◆ **Records**
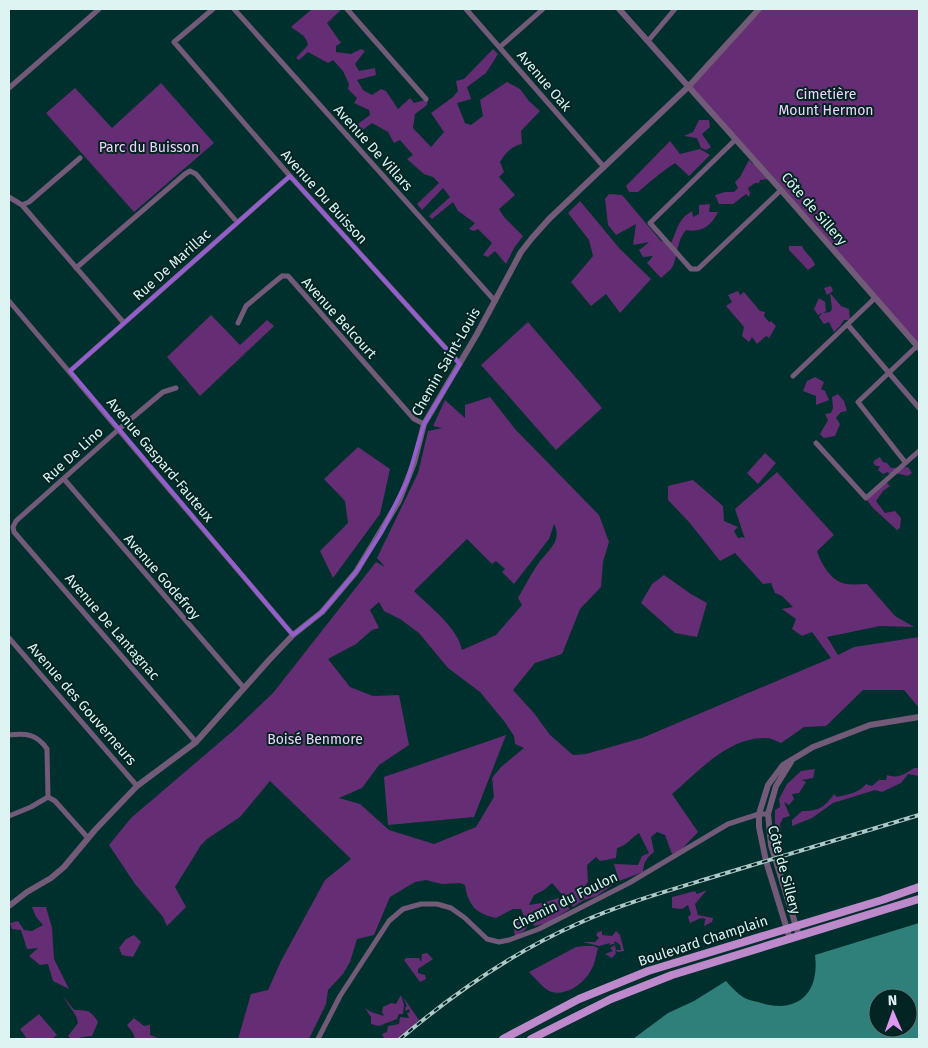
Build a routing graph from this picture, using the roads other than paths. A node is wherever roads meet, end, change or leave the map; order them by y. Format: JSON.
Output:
{"nodes":[{"id":1,"x":98,"y":9,"type":"edge"},
{"id":2,"x":213,"y":9,"type":"edge"},
{"id":3,"x":234,"y":9,"type":"edge"},
{"id":4,"x":347,"y":9,"type":"edge"},
{"id":5,"x":466,"y":9,"type":"edge"},
{"id":6,"x":543,"y":9,"type":"edge"},
{"id":7,"x":619,"y":9,"type":"edge"},
{"id":8,"x":675,"y":9,"type":"edge"},
{"id":9,"x":759,"y":9,"type":"edge"},
{"id":10,"x":648,"y":41,"type":"junction"},
{"id":11,"x":500,"y":46,"type":"junction"},
{"id":12,"x":689,"y":86,"type":"junction"},
{"id":13,"x":9,"y":88,"type":"edge"},
{"id":14,"x":426,"y":99,"type":"dead end"},
{"id":15,"x":735,"y":140,"type":"junction"},
{"id":16,"x":80,"y":158,"type":"dead end"},
{"id":17,"x":604,"y":167,"type":"junction"},
{"id":18,"x":290,"y":176,"type":"junction"},
{"id":19,"x":781,"y":190,"type":"junction"},
{"id":20,"x":9,"y":197,"type":"edge"},
{"id":21,"x":22,"y":205,"type":"junction"},
{"id":22,"x":237,"y":222,"type":"junction"},
{"id":23,"x":76,"y":268,"type":"junction"},
{"id":24,"x":875,"y":298,"type":"junction"},
{"id":25,"x":9,"y":301,"type":"edge"},
{"id":26,"x":495,"y":302,"type":"junction"},
{"id":27,"x":124,"y":323,"type":"junction"},
{"id":28,"x":238,"y":323,"type":"dead end"},
{"id":29,"x":848,"y":325,"type":"junction"},
{"id":30,"x":918,"y":347,"type":"edge"},
{"id":31,"x":460,"y":364,"type":"junction"},
{"id":32,"x":70,"y":371,"type":"junction"},
{"id":33,"x":889,"y":372,"type":"junction"},
{"id":34,"x":794,"y":376,"type":"dead end"},
{"id":35,"x":176,"y":388,"type":"dead end"},
{"id":36,"x":919,"y":408,"type":"edge"},
{"id":37,"x":424,"y":424,"type":"junction"},
{"id":38,"x":119,"y":429,"type":"junction"},
{"id":39,"x":816,"y":443,"type":"dead end"},
{"id":40,"x":919,"y":451,"type":"edge"},
{"id":41,"x":905,"y":462,"type":"junction"},
{"id":42,"x":64,"y":479,"type":"junction"},
{"id":43,"x":13,"y":527,"type":"joint"},
{"id":44,"x":293,"y":635,"type":"junction"},
{"id":45,"x":9,"y":638,"type":"edge"},
{"id":46,"x":244,"y":688,"type":"junction"},
{"id":47,"x":919,"y":717,"type":"edge"},
{"id":48,"x":9,"y":735,"type":"edge"},
{"id":49,"x":196,"y":742,"type":"junction"},
{"id":50,"x":793,"y":759,"type":"junction"},
{"id":51,"x":137,"y":786,"type":"junction"},
{"id":52,"x":48,"y":797,"type":"junction"},
{"id":53,"x":759,"y":814,"type":"junction"},
{"id":54,"x":768,"y":814,"type":"junction"},
{"id":55,"x":9,"y":816,"type":"edge"},
{"id":56,"x":88,"y":838,"type":"junction"},
{"id":57,"x":919,"y":887,"type":"edge"},
{"id":58,"x":919,"y":899,"type":"edge"},
{"id":59,"x":9,"y":906,"type":"edge"},
{"id":60,"x":795,"y":926,"type":"junction"},
{"id":61,"x":786,"y":928,"type":"junction"},
{"id":62,"x":799,"y":936,"type":"junction"},
{"id":63,"x":790,"y":939,"type":"junction"},
{"id":64,"x":318,"y":1039,"type":"edge"},
{"id":65,"x":503,"y":1039,"type":"edge"},
{"id":66,"x":531,"y":1039,"type":"edge"}],
"edges":[{"from":1,"to":13,"type":"street"},
{"from":2,"to":18,"type":"street","name":"Avenue Du Buisson"},
{"from":3,"to":26,"type":"street","name":"Avenue De Villars"},
{"from":4,"to":14,"type":"street"},
{"from":5,"to":11,"type":"street","name":"Avenue Oak"},
{"from":6,"to":11,"type":"street"},
{"from":7,"to":10,"type":"street","name":"Côte de Sillery"},
{"from":8,"to":10,"type":"street"},
{"from":9,"to":12,"type":"street","name":"Chemin Saint-Louis"},
{"from":10,"to":12,"type":"street","name":"Côte de Sillery"},
{"from":11,"to":17,"type":"street","name":"Avenue Oak"},
{"from":12,"to":15,"type":"street","name":"Côte de Sillery"},
{"from":12,"to":17,"type":"street","name":"Chemin Saint-Louis"},
{"from":15,"to":19,"type":"street","name":"Côte de Sillery"},
{"from":15,"to":19,"type":"street"},
{"from":16,"to":21,"type":"street"},
{"from":17,"to":26,"type":"street","name":"Chemin Saint-Louis"},
{"from":18,"to":22,"type":"street","name":"Rue De Marillac"},
{"from":18,"to":31,"type":"street","name":"Avenue Du Buisson"},
{"from":19,"to":24,"type":"street","name":"Côte de Sillery"},
{"from":20,"to":21,"type":"street"},
{"from":21,"to":23,"type":"street"},
{"from":22,"to":23,"type":"street"},
{"from":22,"to":27,"type":"street","name":"Rue De Marillac"},
{"from":23,"to":27,"type":"street"},
{"from":24,"to":29,"type":"street"},
{"from":24,"to":30,"type":"street","name":"Côte de Sillery"},
{"from":25,"to":32,"type":"street","name":"Avenue Gaspard-Fauteux"},
{"from":26,"to":31,"type":"street","name":"Chemin Saint-Louis"},
{"from":27,"to":32,"type":"street","name":"Rue De Marillac"},
{"from":28,"to":37,"type":"street","name":"Avenue Belcourt"},
{"from":29,"to":33,"type":"street"},
{"from":29,"to":34,"type":"street"},
{"from":30,"to":33,"type":"street"},
{"from":31,"to":37,"type":"street","name":"Chemin Saint-Louis"},
{"from":32,"to":38,"type":"street","name":"Avenue Gaspard-Fauteux"},
{"from":33,"to":36,"type":"street"},
{"from":33,"to":41,"type":"street"},
{"from":35,"to":38,"type":"street","name":"Rue De Lino"},
{"from":37,"to":44,"type":"street","name":"Chemin Saint-Louis"},
{"from":38,"to":42,"type":"street","name":"Rue De Lino"},
{"from":38,"to":44,"type":"street","name":"Avenue Gaspard-Fauteux"},
{"from":39,"to":41,"type":"street"},
{"from":40,"to":41,"type":"street"},
{"from":42,"to":43,"type":"street","name":"Rue De Lino"},
{"from":42,"to":46,"type":"street","name":"Avenue Godefroy"},
{"from":43,"to":49,"type":"street","name":"Avenue De Lantagnac"},
{"from":44,"to":46,"type":"street","name":"Chemin Saint-Louis"},
{"from":45,"to":51,"type":"street","name":"Avenue des Gouverneurs"},
{"from":46,"to":49,"type":"street","name":"Chemin Saint-Louis"},
{"from":47,"to":50,"type":"street","name":"Côte de Sillery"},
{"from":48,"to":52,"type":"street"},
{"from":49,"to":51,"type":"street","name":"Chemin Saint-Louis"},
{"from":50,"to":53,"type":"street","name":"Côte de Sillery"},
{"from":50,"to":54,"type":"street","name":"Côte de Sillery"},
{"from":51,"to":56,"type":"street","name":"Chemin Saint-Louis"},
{"from":52,"to":55,"type":"street"},
{"from":52,"to":56,"type":"street"},
{"from":53,"to":54,"type":"street","name":"Chemin du Foulon"},
{"from":53,"to":61,"type":"street","name":"Côte de Sillery"},
{"from":53,"to":64,"type":"street","name":"Chemin du Foulon"},
{"from":54,"to":60,"type":"street","name":"Côte de Sillery"},
{"from":56,"to":59,"type":"street","name":"Chemin Saint-Louis"},
{"from":57,"to":60,"type":"main road","name":"Boulevard Champlain"},
{"from":58,"to":62,"type":"main road","name":"Boulevard Champlain"},
{"from":60,"to":61,"type":"main road","name":"Boulevard Champlain"},
{"from":60,"to":62,"type":"street","name":"Côte de Sillery"},
{"from":61,"to":63,"type":"street","name":"Côte de Sillery"},
{"from":61,"to":65,"type":"main road","name":"Boulevard Champlain"},
{"from":62,"to":63,"type":"main road","name":"Boulevard Champlain"},
{"from":63,"to":66,"type":"main road","name":"Boulevard Champlain"}]}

◆ **Activity**
Which lines hold the word "dead"? Copy each of them from the records.

◆ **Answer**
{"id":14,"x":426,"y":99,"type":"dead end"},
{"id":16,"x":80,"y":158,"type":"dead end"},
{"id":28,"x":238,"y":323,"type":"dead end"},
{"id":34,"x":794,"y":376,"type":"dead end"},
{"id":35,"x":176,"y":388,"type":"dead end"},
{"id":39,"x":816,"y":443,"type":"dead end"},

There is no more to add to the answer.